■ **What this task involves**:
Where does the string "Cuarzo" occur in the entries below? Copy every line where it does.
============
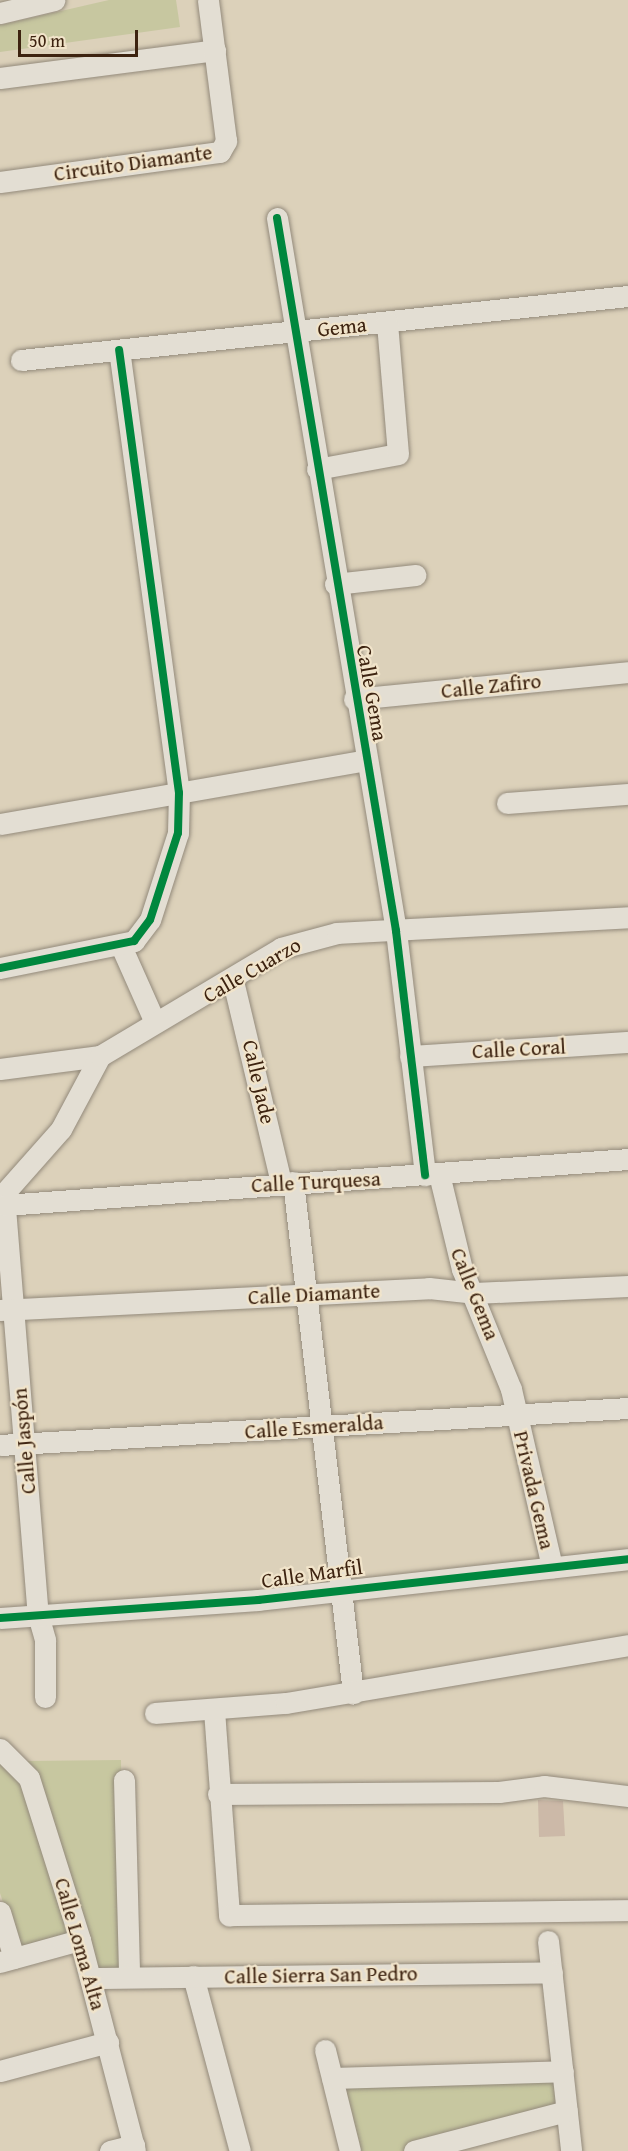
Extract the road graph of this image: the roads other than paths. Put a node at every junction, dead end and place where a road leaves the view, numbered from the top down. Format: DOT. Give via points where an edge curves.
graph roads {
  1 [pos="54,0"];
  2 [pos="208,0"];
  3 [pos="0,13"];
  4 [pos="215,50"];
  5 [pos="0,78"];
  6 [pos="0,182"];
  7 [pos="277,218"];
  8 [pos="628,296"];
  9 [pos="387,322"];
  10 [pos="295,332"];
  11 [pos="119,350"];
  12 [pos="21,360"];
  13 [pos="317,469"];
  14 [pos="415,575"];
  15 [pos="335,584"];
  16 [pos="628,672"];
  17 [pos="354,699"];
  18 [pos="366,760"];
  19 [pos="179,793"];
  20 [pos="628,794"];
  21 [pos="507,803"];
  22 [pos="0,824"];
  23 [pos="628,917"];
  24 [pos="396,931"];
  25 [pos="122,946"];
  26 [pos="0,968"];
  27 [pos="233,981"];
  28 [pos="154,1020"];
  29 [pos="628,1042"];
  30 [pos="100,1056"];
  31 [pos="410,1056"];
  32 [pos="0,1070"];
  33 [pos="628,1159"];
  34 [pos="432,1175"];
  35 [pos="287,1183"];
  36 [pos="3,1199"];
  37 [pos="628,1286"];
  38 [pos="474,1293"];
  39 [pos="308,1294"];
  40 [pos="7,1310"];
  41 [pos="628,1408"];
  42 [pos="516,1412"];
  43 [pos="320,1427"];
  44 [pos="24,1444"];
  45 [pos="0,1445"];
  46 [pos="628,1559"];
  47 [pos="552,1567"];
  48 [pos="340,1587"];
  49 [pos="38,1615"];
  50 [pos="0,1618"];
  51 [pos="628,1645"];
  52 [pos="353,1693"];
  53 [pos="45,1697"];
  54 [pos="214,1710"];
  55 [pos="155,1713"];
  56 [pos="0,1749"];
  57 [pos="124,1780"];
  58 [pos="218,1794"];
  59 [pos="628,1796"];
  60 [pos="628,1910"];
  61 [pos="0,1912"];
  62 [pos="80,1940"];
  63 [pos="548,1941"];
  64 [pos="7,1960"];
  65 [pos="552,1972"];
  66 [pos="193,1976"];
  67 [pos="129,1977"];
  68 [pos="91,1978"];
  69 [pos="108,2042"];
  70 [pos="325,2050"];
  71 [pos="0,2071"];
  72 [pos="563,2071"];
  73 [pos="332,2078"];
  74 [pos="567,2111"];
  75 [pos="135,2148"];
  76 [pos="110,2151"];
  77 [pos="240,2151"];
  78 [pos="350,2151"];
  79 [pos="414,2151"];
  80 [pos="571,2151"];
  1 -- 3 [label="street"];
  2 -- 4 [label="street, Circuito Diamante"];
  4 -- 5 [label="street"];
  4 -- 6 [label="street, Circuito Diamante" via="226,141 220,152"];
  7 -- 10 [label="street, Calle Gema"];
  8 -- 9 [label="street, Gema"];
  9 -- 10 [label="street, Gema"];
  9 -- 13 [label="street" via="398,454"];
  10 -- 11 [label="street, Gema"];
  10 -- 13 [label="street, Calle Gema"];
  11 -- 12 [label="street, Gema"];
  11 -- 19 [label="street"];
  13 -- 15 [label="street, Calle Gema"];
  14 -- 15 [label="street"];
  15 -- 17 [label="street, Calle Gema"];
  16 -- 17 [label="street, Calle Zafiro"];
  17 -- 18 [label="street, Calle Gema"];
  18 -- 19 [label="street"];
  18 -- 24 [label="street, Calle Gema"];
  19 -- 22 [label="street"];
  19 -- 25 [label="street" via="178,832 150,921 134,941"];
  20 -- 21 [label="street"];
  23 -- 24 [label="street, Calle Cuarzo"];
  24 -- 27 [label="street, Calle Cuarzo" via="306,939 254,964"];
  24 -- 31 [label="street, Calle Gema"];
  25 -- 26 [label="street"];
  25 -- 28 [label="street"];
  27 -- 28 [label="street, Calle Cuarzo"];
  27 -- 35 [label="street, Calle Jade"];
  28 -- 30 [label="street, Calle Cuarzo"];
  29 -- 31 [label="street, Calle Coral"];
  30 -- 32 [label="street"];
  30 -- 36 [label="street, Calle Cuarzo" via="61,1129"];
  31 -- 34 [label="street, Calle Gema"];
  33 -- 34 [label="street, Calle Turquesa"];
  34 -- 35 [label="street, Calle Turquesa"];
  34 -- 38 [label="street, Calle Gema"];
  35 -- 36 [label="street, Calle Turquesa"];
  35 -- 39 [label="street, Calle Jade"];
  36 -- 40 [label="street, Calle Jaspón"];
  37 -- 38 [label="street, Calle Diamante"];
  38 -- 39 [label="street, Calle Diamante" via="429,1288"];
  38 -- 42 [label="street, Calle Gema"];
  39 -- 40 [label="street, Calle Diamante"];
  39 -- 43 [label="street, Calle Jade"];
  40 -- 44 [label="street, Calle Jaspón"];
  41 -- 42 [label="street, Calle Esmeralda"];
  42 -- 43 [label="street, Calle Esmeralda"];
  42 -- 47 [label="street, Privada Gema"];
  43 -- 44 [label="street, Calle Esmeralda"];
  43 -- 48 [label="street, Calle Jade"];
  44 -- 45 [label="street, Calle Esmeralda"];
  44 -- 49 [label="street, Calle Jaspón"];
  46 -- 47 [label="street, Calle Marfil"];
  47 -- 48 [label="street, Calle Marfil"];
  48 -- 49 [label="street, Calle Marfil" via="258,1600"];
  48 -- 52 [label="street, Calle Jade"];
  49 -- 50 [label="street, Calle Marfil"];
  49 -- 53 [label="street, Calle Jaspón" via="45,1640"];
  51 -- 52 [label="street"];
  52 -- 54 [label="street"];
  54 -- 55 [label="street"];
  54 -- 58 [label="street"];
  56 -- 62 [label="street, Calle Loma Alta" via="29,1778"];
  57 -- 67 [label="street"];
  58 -- 59 [label="street" via="500,1792 544,1786"];
  58 -- 60 [label="street" via="229,1915"];
  61 -- 64 [label="street"];
  62 -- 64 [label="street"];
  62 -- 68 [label="street, Calle Loma Alta"];
  63 -- 65 [label="street"];
  65 -- 66 [label="street, Calle Sierra San Pedro"];
  65 -- 72 [label="street"];
  66 -- 67 [label="street, Calle Sierra San Pedro"];
  66 -- 77 [label="street"];
  67 -- 68 [label="street, Calle Sierra San Pedro"];
  68 -- 69 [label="street, Calle Loma Alta"];
  69 -- 71 [label="street"];
  69 -- 75 [label="street, Calle Loma Alta"];
  70 -- 73 [label="street"];
  72 -- 73 [label="street"];
  72 -- 74 [label="street"];
  73 -- 78 [label="street"];
  74 -- 79 [label="street"];
  74 -- 80 [label="street"];
  75 -- 76 [label="street"];
}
============
■ **Task answer**:
  23 -- 24 [label="street, Calle Cuarzo"];
  24 -- 27 [label="street, Calle Cuarzo" via="306,939 254,964"];
  27 -- 28 [label="street, Calle Cuarzo"];
  28 -- 30 [label="street, Calle Cuarzo"];
  30 -- 36 [label="street, Calle Cuarzo" via="61,1129"];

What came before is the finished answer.